The following table summarizes LHEUC’s old Rule 16, the proposed Rule 20, and the Rule 20 actually adopted by the SCC:

Proposed & Adopted Rule 20 vs Old Rule 16
# Feature Old Rule 16 Proposed Rule 20 Adopted Rule 20
#1 Credit to original applicant 3.5 X avg annual utility revenue $0 3.5 X avg annual utility revenue
#2 Future credit for intervening lots that connect later 3.5 X avg annual utility revenue $1,000 $2,000
#3 Expiration of credit for intervening lots 10 years 5 years 10 years

In the summer of 2007, LHCC made a hasty, ill-conceived effort to amend the deeds of dedication in 4 sections where most Membership Lots are located. That effort, called the Utility Extension Program (UEP) was a big flop. At the February 2008 Round Table Wayne Poyer told the concerned Membership Lot owner that:

the best minds in this community contributed to that and in fact authored it.

Really? We’re one of the largest owners of Membership Lots, and we were never contacted about helping to develop a utility extension plan. We’ve spoken to hundreds of other Membership Lot owners, and none of them were contacted either. It’s not credible that “the best minds in this community contributed” when most Membership Lot owners were never even contacted. In fact, the plan was crafted by LHCC’s Development Executive Committee (or DEC, discussed in our video Only 3 For The DEC, which at the time (and still, as of this writing) included no Membership Lot owners. It did, however, include Chris Allison.

During the debate over the UEP kickoff, Wayne Poyer said Membership Lots had “virtually no value” (predictably in our video clip Virtually No Value). LHCC concealed the existence of LHEUC’s Rule 16 from Membership Lot owners for years; it went so far as to deny its obligations. It tried to eliminate those obligations under that rule without sending any notice to these owners. When it came time to sell the Utility’s assets, LHCC jointly proposed a new line extension policy that required Aqua to make no contribution to the cost of line extensions, and then blocked our efforts to secure a larger contribution from Aqua. Five of LHCC’s current directors (Wayne Poyer, Dave Buermeyer, John Martel, Noel O’Brien, and Pat Shields) were on the board in 2006 that fought to block what became Rule 20. In fact, for all the importance Wayne Poyer now attaches to Rule 20, there’s no link to it anywhere on LHCC’s official website.

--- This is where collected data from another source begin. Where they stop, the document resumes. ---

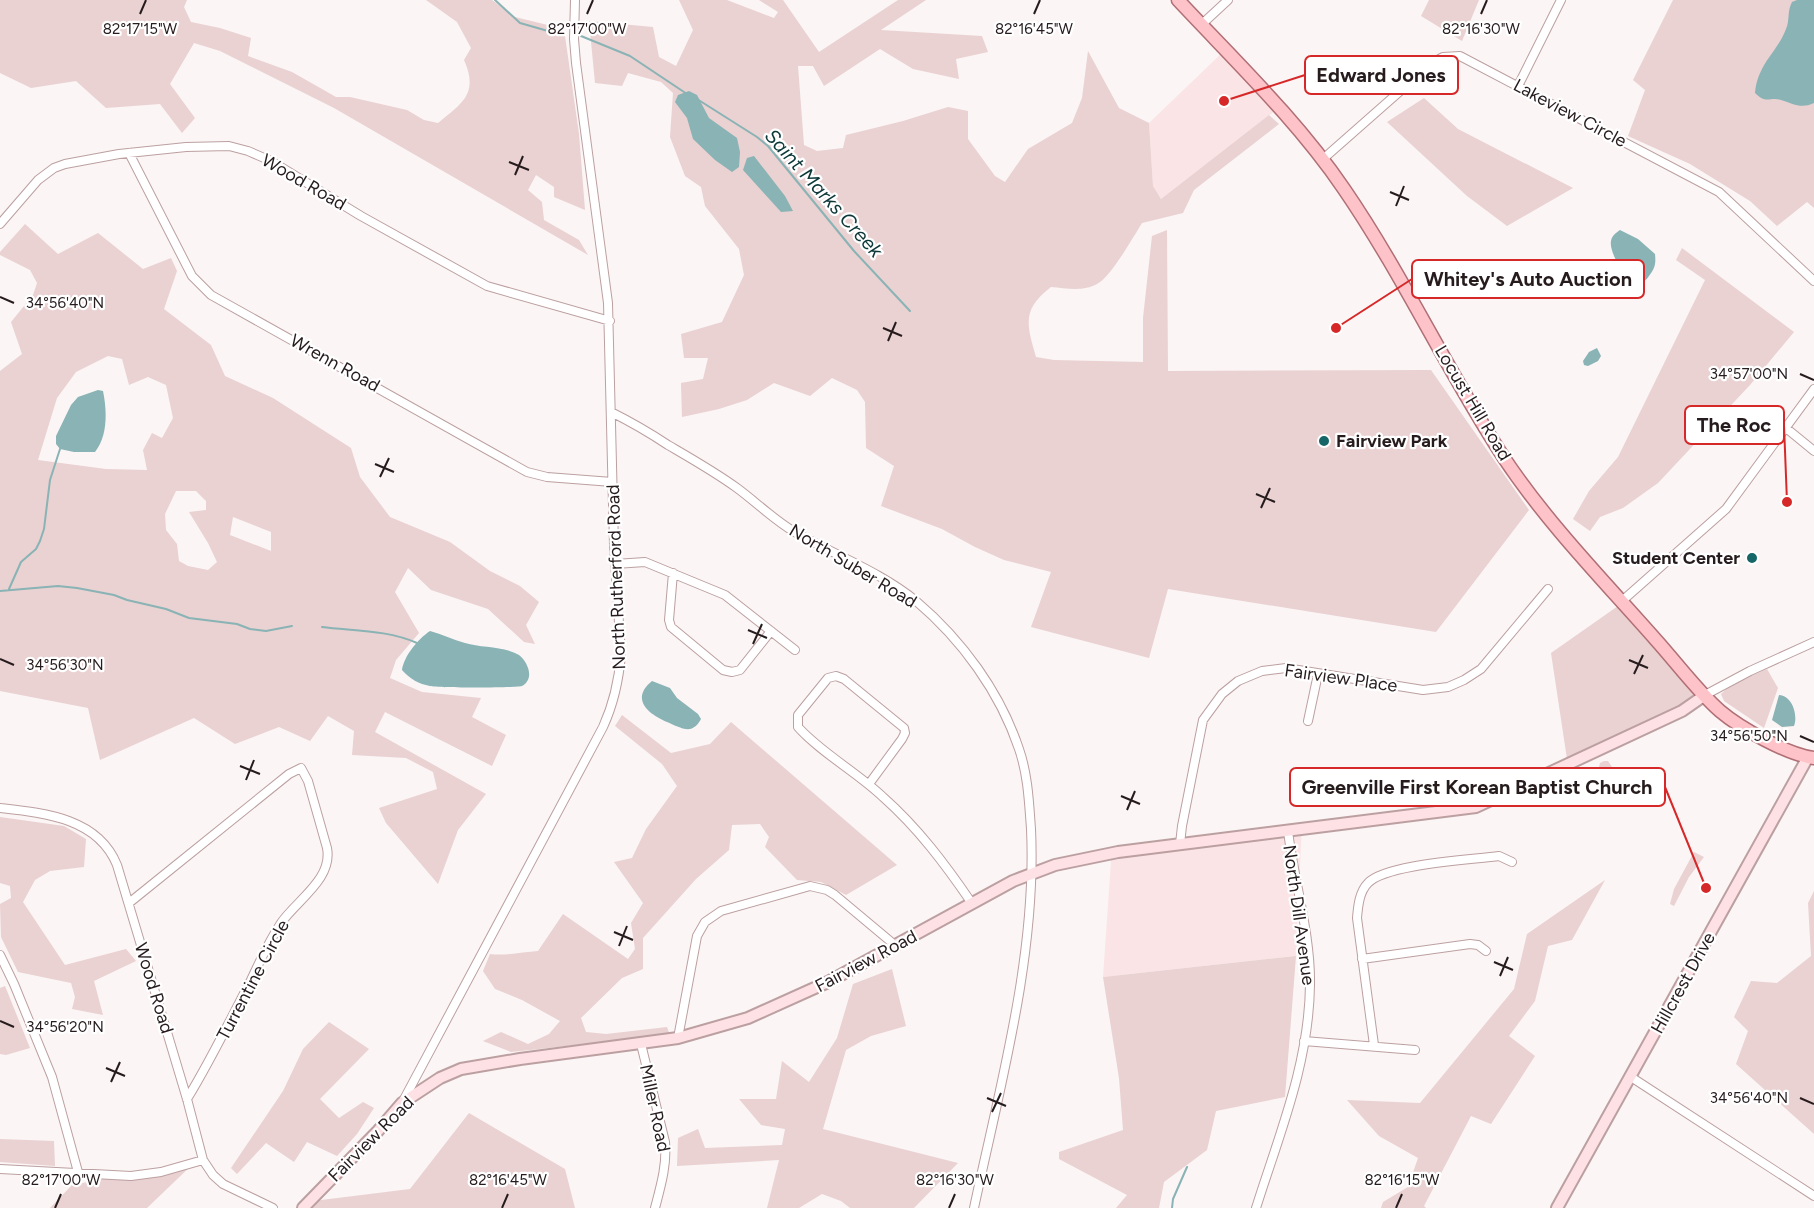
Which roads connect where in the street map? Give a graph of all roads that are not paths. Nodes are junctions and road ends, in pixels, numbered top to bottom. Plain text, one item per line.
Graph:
1 (575, 0) edge
2 (1178, 0) edge
3 (1228, 0) edge
4 (1561, 0) edge
5 (1201, 25) junction
6 (1518, 86) junction
7 (129, 153) junction
8 (1323, 159) junction
9 (1, 222) edge
10 (1814, 280) edge
11 (610, 321) junction
12 (1814, 389) edge
13 (611, 412) junction
14 (1786, 428) junction
15 (1814, 451) edge
16 (612, 482) junction
17 (615, 564) junction
18 (673, 573) junction
19 (1548, 589) dead end
20 (1622, 601) junction
21 (771, 631) junction
22 (1814, 642) edge
23 (795, 650) dead end
24 (1318, 674) junction
25 (1705, 695) junction
26 (1308, 721) dead end
27 (1811, 758) edge
28 (868, 784) junction
29 (0, 808) edge
30 (1288, 831) junction
31 (1180, 844) junction
32 (1512, 862) dead end
33 (1032, 874) junction
34 (971, 902) junction
35 (129, 903) junction
36 (896, 946) junction
37 (1486, 951) dead end
38 (0, 955) edge
39 (1362, 959) junction
40 (678, 1038) junction
41 (1304, 1041) junction
42 (641, 1044) junction
43 (1374, 1045) junction
44 (1415, 1050) dead end
45 (1631, 1077) junction
46 (188, 1099) junction
47 (402, 1103) junction
48 (202, 1160) junction
49 (0, 1169) edge
50 (78, 1172) junction
51 (1814, 1196) edge
52 (273, 1208) edge
53 (303, 1208) edge
54 (655, 1208) edge
55 (974, 1208) edge
56 (1256, 1208) edge
57 (1557, 1208) edge

1 - 11 street, North Rutherford Road
2 - 5 main road, Locust Hill Road
3 - 5 street
4 - 6 street
5 - 8 main road, Locust Hill Road
6 - 8 street, Lakeview Circle
6 - 10 street, Lakeview Circle
7 - 9 street, Wood Road
7 - 11 street, Wood Road
7 - 16 street, Wrenn Road
8 - 20 main road, Locust Hill Road
11 - 13 street, North Rutherford Road
12 - 14 street
13 - 16 street, North Rutherford Road
13 - 33 street, North Suber Road
14 - 15 street
14 - 20 street
16 - 17 street, North Rutherford Road
17 - 18 street
17 - 47 street, North Rutherford Road
18 - 21 street
18 - 21 street
19 - 24 street, Fairview Place
20 - 25 main road, Locust Hill Road
21 - 23 street
22 - 25 street
24 - 26 street
24 - 31 street, Fairview Place
25 - 27 main road, Locust Hill Road
25 - 30 street, Fairview Road
27 - 45 street, Hillcrest Drive
28 - 28 street
28 - 34 street
29 - 35 street, Wood Road
30 - 31 street, Fairview Road
30 - 41 street, North Dill Avenue
31 - 33 street, Fairview Road
32 - 39 street
33 - 34 street, Fairview Road
33 - 55 street, North Suber Road
34 - 36 street, Fairview Road
35 - 46 street, Wood Road
35 - 46 street, Turrentine Circle
36 - 40 street, Fairview Road
36 - 40 street
37 - 39 street
38 - 50 street
39 - 43 street
40 - 42 street, Fairview Road
41 - 43 street
41 - 56 street, North Dill Avenue
42 - 47 street, Fairview Road
42 - 54 street, Miller Road
43 - 44 street
45 - 51 street
45 - 57 street, Hillcrest Drive
46 - 48 street, Wood Road
47 - 53 street, Fairview Road
48 - 50 street
48 - 52 street, Wood Road
49 - 50 street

On February 23rd, Wayne Poyer described the plight of Membership Lot owners as a “sorry situation” and for the Section 6A owner on the video, he had a harsher outlook: “tough.” It’s time for LHCC to own up to its deplorable behavior of thoroughly obstructing Membership Lot owners’ efforts to get utilities.

LHCC’s directors have spent a lot of time and money to insure Membership Lots have “virtually no value.” They have drained hundreds of thousands of dollars from LHCC. Yet the hope for Membership Lot owners, according to Wayne Poyer, is in the Rule 20 protections that LHCC obstructed at every turn.

It’s time for Membership Lot owners to ask themselves a hard question: have LHCC’s directors lived up to their responsibilities to serve the interests of those property owners? The answer can be found in another question with a simple, objective answer: Does my lot, after more than 30 years, have utilities yet?